In [10]:
from IPython.display import Image

# Gridding

Here we present multiple solutions and approaches on the gridding problem for a potentially huge dataset.

## Summary

- We achieve a **10 fold** increase...
- scaling
- C
- CUDA

In what follows we put the detailed study of the different approaches and benchmarking results for different versions: 

## 1. `python/` 

Contains the treatment of the problem in pure python, the approaches taken on each of the versions are as follow:
   - `v0_original.py`: The original version of the code.
   - `v1_index_calc_jitted.py`: Calculating the grid indices has been Just In Compiled (JIT).
   - `v2_gridding_jitted.py`: The whole gridding function has been compiled.
   - `v3_single_timestep_vectorized.py`: Calculation of a single timestep of the grid has been fully vectorized using numpy intrinsic functions.
   - `v4_single_timestep_vectorized_jitted.py`: On top of vectorizing a single timestep the function for calculating a single timestep of the grid has been compiled.
   - `v5_gridding_vectorized.py`: The whole gridding function has been fully vectorized using numpy.
   - `v6_gridding_vectorized_multithreaded.py`: On top of vectorizing the gridding function it uses python `concurrent` library to parallelize the gridding over `n_workers` threads using chunks of the dataset.
   - `v7_mpi_timesteps.py`: Using `mpi4py` library we divide the computation of the grid over timsteps to multiple processes.
   - `v8_mpi_baselines.py`: Same as above but divide the dataset over baseline pairs wrather than timesteps to multiple process.

### 1.1 Benchmarking

Here we present the benchmarking results obtained on pure python implementations. Note that these benchmarks are done on a single node, with *dual sockets* and an *AMD EPYC 7H12 64-Core Processor* per socket.

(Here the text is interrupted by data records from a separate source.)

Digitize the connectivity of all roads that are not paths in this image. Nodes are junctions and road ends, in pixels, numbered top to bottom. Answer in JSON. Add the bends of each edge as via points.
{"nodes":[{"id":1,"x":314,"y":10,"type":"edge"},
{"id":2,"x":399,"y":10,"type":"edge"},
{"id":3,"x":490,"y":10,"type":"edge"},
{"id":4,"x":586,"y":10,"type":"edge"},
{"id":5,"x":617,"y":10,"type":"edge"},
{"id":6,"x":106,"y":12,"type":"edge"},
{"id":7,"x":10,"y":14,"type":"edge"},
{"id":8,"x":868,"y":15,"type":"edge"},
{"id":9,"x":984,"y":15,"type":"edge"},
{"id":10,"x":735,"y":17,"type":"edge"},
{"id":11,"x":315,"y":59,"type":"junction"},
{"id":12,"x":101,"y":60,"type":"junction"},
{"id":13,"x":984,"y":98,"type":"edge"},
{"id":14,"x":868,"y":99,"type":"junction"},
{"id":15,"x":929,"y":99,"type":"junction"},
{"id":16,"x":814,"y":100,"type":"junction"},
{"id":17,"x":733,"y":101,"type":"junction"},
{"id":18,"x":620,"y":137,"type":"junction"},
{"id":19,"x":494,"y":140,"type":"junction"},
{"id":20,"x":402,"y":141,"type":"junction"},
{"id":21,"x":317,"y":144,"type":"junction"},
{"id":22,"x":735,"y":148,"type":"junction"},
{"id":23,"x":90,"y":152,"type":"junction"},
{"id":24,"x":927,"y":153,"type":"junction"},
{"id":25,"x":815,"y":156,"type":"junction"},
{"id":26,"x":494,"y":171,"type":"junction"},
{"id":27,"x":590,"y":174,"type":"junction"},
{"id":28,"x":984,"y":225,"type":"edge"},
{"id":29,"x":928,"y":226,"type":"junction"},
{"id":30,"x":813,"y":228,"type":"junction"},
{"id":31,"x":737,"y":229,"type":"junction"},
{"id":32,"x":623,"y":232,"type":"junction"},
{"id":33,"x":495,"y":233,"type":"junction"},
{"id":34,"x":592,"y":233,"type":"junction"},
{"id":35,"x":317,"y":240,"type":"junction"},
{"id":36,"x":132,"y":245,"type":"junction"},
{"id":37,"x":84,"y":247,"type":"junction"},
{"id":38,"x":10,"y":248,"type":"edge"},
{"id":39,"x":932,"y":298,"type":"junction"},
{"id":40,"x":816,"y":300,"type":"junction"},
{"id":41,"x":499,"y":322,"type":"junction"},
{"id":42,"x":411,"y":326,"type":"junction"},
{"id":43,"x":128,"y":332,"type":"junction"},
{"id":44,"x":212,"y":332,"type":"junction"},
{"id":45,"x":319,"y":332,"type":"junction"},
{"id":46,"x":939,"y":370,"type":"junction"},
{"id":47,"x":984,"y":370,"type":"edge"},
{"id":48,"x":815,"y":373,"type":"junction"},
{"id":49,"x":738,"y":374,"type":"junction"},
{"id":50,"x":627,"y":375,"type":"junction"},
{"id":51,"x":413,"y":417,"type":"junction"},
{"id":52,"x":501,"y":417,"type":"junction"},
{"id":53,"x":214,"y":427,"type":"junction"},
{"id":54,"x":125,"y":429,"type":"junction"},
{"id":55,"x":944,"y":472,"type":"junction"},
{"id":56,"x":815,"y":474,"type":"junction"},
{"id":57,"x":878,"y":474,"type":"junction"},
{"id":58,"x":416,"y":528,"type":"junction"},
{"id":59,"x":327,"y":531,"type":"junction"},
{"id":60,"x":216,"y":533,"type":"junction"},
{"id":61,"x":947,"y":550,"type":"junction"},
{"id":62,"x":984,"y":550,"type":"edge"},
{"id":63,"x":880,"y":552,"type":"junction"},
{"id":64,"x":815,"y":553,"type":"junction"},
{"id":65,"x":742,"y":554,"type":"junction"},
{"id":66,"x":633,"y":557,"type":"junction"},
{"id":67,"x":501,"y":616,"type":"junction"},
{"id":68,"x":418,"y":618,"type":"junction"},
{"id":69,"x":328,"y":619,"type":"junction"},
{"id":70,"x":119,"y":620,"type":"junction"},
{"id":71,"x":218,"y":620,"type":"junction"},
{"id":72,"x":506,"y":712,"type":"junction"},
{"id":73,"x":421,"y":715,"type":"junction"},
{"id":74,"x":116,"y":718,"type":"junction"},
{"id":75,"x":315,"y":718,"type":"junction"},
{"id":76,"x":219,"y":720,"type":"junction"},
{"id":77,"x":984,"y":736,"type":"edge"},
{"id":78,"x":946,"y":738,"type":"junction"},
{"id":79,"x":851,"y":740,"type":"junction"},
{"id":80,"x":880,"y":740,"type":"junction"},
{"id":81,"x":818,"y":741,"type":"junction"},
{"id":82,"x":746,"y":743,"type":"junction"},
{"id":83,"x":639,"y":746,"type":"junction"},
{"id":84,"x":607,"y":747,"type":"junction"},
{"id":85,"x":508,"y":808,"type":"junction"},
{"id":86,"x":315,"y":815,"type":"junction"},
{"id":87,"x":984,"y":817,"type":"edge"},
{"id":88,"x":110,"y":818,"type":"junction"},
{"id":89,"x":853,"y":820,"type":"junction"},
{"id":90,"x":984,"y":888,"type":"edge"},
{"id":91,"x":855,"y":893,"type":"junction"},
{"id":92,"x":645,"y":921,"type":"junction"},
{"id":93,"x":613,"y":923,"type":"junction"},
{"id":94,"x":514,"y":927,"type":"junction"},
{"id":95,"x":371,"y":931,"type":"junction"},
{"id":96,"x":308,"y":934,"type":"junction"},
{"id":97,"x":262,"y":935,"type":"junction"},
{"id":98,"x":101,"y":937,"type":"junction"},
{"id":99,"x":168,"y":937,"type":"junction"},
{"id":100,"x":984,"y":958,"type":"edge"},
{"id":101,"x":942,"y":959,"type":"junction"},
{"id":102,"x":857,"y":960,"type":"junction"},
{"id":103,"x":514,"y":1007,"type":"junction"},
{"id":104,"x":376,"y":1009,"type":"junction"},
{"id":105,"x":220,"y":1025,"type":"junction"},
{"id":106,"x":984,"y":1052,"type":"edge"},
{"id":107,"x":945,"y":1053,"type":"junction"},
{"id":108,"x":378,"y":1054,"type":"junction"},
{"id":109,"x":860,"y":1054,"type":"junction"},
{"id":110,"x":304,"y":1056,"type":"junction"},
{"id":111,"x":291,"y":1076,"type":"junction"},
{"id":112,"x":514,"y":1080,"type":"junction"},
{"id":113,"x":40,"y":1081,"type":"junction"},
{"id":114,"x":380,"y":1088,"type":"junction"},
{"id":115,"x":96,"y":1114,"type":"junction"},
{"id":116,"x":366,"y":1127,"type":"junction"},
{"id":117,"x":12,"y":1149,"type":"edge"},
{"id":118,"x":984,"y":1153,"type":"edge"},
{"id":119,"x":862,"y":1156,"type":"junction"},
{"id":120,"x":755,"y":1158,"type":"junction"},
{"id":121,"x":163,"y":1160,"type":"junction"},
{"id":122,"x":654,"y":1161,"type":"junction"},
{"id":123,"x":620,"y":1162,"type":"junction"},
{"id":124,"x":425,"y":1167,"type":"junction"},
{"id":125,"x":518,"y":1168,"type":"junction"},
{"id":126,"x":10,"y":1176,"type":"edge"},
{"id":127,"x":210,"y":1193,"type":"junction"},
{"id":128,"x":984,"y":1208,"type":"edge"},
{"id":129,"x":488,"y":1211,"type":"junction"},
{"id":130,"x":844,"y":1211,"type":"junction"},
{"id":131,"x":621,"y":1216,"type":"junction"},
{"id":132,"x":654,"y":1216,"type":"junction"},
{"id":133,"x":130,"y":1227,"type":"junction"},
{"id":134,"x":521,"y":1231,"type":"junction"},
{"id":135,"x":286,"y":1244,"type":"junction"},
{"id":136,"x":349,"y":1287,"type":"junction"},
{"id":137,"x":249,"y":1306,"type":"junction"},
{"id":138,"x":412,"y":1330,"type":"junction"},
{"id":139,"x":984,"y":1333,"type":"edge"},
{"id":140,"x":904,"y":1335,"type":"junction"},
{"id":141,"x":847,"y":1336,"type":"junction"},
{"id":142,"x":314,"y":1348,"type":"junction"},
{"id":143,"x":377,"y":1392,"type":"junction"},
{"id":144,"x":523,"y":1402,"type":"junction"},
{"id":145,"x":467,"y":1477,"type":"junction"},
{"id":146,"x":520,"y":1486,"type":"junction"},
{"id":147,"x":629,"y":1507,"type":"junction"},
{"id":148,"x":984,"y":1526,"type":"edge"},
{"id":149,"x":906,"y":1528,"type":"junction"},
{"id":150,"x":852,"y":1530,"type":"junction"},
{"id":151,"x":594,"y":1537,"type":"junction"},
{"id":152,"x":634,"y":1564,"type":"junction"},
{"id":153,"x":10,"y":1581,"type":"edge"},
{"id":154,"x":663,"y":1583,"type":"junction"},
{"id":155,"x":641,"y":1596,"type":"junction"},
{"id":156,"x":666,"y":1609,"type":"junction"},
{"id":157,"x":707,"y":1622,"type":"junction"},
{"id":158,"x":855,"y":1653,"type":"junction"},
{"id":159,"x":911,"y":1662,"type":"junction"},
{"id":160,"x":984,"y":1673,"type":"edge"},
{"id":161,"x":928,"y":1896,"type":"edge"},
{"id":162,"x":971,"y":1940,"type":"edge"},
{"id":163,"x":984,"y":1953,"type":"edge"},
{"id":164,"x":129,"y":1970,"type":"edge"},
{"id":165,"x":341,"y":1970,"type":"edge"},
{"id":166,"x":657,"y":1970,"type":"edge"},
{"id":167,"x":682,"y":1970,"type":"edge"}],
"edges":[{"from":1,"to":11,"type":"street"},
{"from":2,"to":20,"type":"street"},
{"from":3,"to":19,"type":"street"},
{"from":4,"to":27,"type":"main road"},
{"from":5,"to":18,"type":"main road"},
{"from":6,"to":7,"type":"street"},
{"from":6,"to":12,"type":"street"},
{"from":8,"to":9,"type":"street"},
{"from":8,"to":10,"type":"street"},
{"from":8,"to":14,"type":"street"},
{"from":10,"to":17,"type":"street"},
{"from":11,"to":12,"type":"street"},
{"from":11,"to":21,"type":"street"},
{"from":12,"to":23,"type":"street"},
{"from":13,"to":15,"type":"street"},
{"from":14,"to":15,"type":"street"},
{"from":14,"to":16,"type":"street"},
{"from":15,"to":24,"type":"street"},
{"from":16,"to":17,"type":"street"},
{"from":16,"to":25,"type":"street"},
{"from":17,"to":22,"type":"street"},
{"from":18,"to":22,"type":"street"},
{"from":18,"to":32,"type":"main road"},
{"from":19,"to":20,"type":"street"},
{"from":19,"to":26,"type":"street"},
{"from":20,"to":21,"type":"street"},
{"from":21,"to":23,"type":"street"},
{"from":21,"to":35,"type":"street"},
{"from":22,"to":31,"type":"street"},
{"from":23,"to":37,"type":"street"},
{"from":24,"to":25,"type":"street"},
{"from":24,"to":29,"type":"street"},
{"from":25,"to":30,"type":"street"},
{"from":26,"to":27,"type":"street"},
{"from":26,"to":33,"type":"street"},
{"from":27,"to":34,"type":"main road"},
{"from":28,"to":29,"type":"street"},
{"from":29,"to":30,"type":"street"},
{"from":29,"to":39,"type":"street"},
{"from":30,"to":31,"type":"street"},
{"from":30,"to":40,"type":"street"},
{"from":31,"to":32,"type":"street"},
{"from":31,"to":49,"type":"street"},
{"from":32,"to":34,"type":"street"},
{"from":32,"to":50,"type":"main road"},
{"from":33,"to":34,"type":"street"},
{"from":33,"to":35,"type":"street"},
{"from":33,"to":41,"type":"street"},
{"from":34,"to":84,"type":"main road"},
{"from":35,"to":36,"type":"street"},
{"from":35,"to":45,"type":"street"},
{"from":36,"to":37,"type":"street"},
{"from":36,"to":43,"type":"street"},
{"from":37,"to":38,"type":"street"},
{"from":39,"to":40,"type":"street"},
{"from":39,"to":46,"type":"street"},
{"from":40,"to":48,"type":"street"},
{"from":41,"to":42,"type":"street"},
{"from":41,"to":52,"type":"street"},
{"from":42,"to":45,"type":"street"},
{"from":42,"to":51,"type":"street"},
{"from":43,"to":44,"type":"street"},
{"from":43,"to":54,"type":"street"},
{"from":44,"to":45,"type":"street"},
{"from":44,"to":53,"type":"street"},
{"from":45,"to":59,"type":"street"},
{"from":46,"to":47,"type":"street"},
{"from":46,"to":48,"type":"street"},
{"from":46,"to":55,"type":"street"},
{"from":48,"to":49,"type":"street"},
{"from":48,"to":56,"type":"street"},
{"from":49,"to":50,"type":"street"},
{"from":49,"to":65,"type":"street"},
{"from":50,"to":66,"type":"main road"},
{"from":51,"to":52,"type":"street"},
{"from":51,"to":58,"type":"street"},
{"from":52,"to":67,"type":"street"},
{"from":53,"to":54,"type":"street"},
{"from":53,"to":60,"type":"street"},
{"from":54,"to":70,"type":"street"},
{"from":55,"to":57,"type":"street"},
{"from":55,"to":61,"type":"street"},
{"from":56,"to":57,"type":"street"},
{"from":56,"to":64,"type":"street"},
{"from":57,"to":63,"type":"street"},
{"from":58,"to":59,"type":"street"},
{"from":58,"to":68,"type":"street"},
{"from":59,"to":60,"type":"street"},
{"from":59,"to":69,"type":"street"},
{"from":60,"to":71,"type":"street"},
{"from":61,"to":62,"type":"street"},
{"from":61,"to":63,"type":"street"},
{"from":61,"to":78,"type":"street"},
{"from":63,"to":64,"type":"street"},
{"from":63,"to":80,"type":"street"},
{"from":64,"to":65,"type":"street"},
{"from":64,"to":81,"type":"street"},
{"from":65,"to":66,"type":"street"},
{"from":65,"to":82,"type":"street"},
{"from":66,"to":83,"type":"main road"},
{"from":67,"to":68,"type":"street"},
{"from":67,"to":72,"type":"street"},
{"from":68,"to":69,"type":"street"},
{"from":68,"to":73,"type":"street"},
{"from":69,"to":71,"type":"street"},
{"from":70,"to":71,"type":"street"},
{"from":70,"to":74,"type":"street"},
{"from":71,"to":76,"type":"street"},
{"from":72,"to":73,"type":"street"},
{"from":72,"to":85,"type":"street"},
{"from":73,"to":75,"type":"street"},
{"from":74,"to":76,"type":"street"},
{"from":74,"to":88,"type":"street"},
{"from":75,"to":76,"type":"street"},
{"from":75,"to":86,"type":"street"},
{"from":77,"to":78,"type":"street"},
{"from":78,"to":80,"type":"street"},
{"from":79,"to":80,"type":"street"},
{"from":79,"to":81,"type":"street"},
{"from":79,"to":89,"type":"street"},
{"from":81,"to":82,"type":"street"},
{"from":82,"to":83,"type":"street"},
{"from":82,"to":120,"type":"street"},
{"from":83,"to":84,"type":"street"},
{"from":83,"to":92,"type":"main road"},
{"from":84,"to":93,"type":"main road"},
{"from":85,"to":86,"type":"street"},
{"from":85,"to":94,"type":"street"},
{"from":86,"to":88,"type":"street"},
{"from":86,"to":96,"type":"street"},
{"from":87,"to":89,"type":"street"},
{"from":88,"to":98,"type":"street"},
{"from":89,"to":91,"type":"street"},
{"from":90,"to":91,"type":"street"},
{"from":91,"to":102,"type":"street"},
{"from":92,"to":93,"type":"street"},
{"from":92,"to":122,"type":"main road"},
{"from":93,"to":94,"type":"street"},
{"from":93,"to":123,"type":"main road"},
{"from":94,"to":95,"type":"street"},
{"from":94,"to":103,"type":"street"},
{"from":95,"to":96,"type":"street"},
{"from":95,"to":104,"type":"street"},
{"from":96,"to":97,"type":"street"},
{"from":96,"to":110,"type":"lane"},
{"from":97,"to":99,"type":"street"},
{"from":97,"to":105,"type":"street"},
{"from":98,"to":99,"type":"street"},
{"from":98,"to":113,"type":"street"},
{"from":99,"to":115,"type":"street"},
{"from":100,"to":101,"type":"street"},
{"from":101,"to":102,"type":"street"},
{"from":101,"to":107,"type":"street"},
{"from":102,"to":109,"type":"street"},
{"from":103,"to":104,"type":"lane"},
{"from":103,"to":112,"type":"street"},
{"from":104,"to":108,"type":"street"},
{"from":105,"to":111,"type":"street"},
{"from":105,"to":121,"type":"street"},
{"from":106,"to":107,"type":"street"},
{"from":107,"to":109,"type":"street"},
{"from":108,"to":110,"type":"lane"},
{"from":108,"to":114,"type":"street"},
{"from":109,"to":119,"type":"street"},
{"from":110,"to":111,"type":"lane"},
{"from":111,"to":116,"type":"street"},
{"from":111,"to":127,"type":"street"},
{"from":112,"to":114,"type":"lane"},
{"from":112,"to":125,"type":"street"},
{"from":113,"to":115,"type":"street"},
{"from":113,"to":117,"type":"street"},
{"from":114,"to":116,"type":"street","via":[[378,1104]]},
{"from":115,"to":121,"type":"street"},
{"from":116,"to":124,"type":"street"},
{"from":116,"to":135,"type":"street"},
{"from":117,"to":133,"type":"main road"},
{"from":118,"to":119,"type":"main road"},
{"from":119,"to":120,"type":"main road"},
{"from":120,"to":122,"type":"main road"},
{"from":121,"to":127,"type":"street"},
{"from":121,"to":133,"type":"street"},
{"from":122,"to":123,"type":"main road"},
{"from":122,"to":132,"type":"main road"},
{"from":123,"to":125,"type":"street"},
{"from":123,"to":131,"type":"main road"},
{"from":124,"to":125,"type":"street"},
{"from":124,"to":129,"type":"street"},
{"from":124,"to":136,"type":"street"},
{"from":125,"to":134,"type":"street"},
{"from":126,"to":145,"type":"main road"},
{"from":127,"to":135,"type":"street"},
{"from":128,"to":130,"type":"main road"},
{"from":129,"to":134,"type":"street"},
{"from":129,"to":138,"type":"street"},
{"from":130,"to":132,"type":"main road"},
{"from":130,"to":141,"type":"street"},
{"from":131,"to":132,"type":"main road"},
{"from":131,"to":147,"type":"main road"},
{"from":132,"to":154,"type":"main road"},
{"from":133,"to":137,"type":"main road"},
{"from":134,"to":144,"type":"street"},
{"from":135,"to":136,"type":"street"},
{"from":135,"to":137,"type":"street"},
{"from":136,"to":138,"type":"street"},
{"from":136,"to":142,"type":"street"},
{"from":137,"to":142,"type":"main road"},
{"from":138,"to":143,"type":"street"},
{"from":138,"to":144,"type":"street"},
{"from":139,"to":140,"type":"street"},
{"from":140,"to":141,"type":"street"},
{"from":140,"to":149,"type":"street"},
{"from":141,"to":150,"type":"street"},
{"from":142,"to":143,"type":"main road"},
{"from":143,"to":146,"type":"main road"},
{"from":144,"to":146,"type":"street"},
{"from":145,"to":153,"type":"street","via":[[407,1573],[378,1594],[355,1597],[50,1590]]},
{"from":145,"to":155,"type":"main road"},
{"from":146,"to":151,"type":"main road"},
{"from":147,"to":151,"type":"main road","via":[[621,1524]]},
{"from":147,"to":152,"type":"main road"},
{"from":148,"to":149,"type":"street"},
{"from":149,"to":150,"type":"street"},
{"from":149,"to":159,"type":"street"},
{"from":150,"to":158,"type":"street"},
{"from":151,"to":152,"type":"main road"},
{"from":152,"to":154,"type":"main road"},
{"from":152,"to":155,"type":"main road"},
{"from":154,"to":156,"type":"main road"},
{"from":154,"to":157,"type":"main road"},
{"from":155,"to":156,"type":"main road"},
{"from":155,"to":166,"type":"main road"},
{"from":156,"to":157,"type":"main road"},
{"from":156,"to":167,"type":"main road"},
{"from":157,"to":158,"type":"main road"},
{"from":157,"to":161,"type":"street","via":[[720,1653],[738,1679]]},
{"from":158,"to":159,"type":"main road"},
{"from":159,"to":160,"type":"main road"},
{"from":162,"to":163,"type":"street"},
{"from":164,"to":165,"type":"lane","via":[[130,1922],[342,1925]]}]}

![original_version](python/plots/v0_original.png)

From the benchmark above we see that the most time consuming and the bottleneck is the `gridding` function as we expected from the 3 nestes loops in python! For this reason we will focus our attention on the gridding function and will present the different results and strategies on that.

Here we put the benchamrking for the different version of the code, without any explicit parallelism by us (e.g. the benchmarks below are for the versions 1 to 5 without any multi-threading or use of MPI multi-processing)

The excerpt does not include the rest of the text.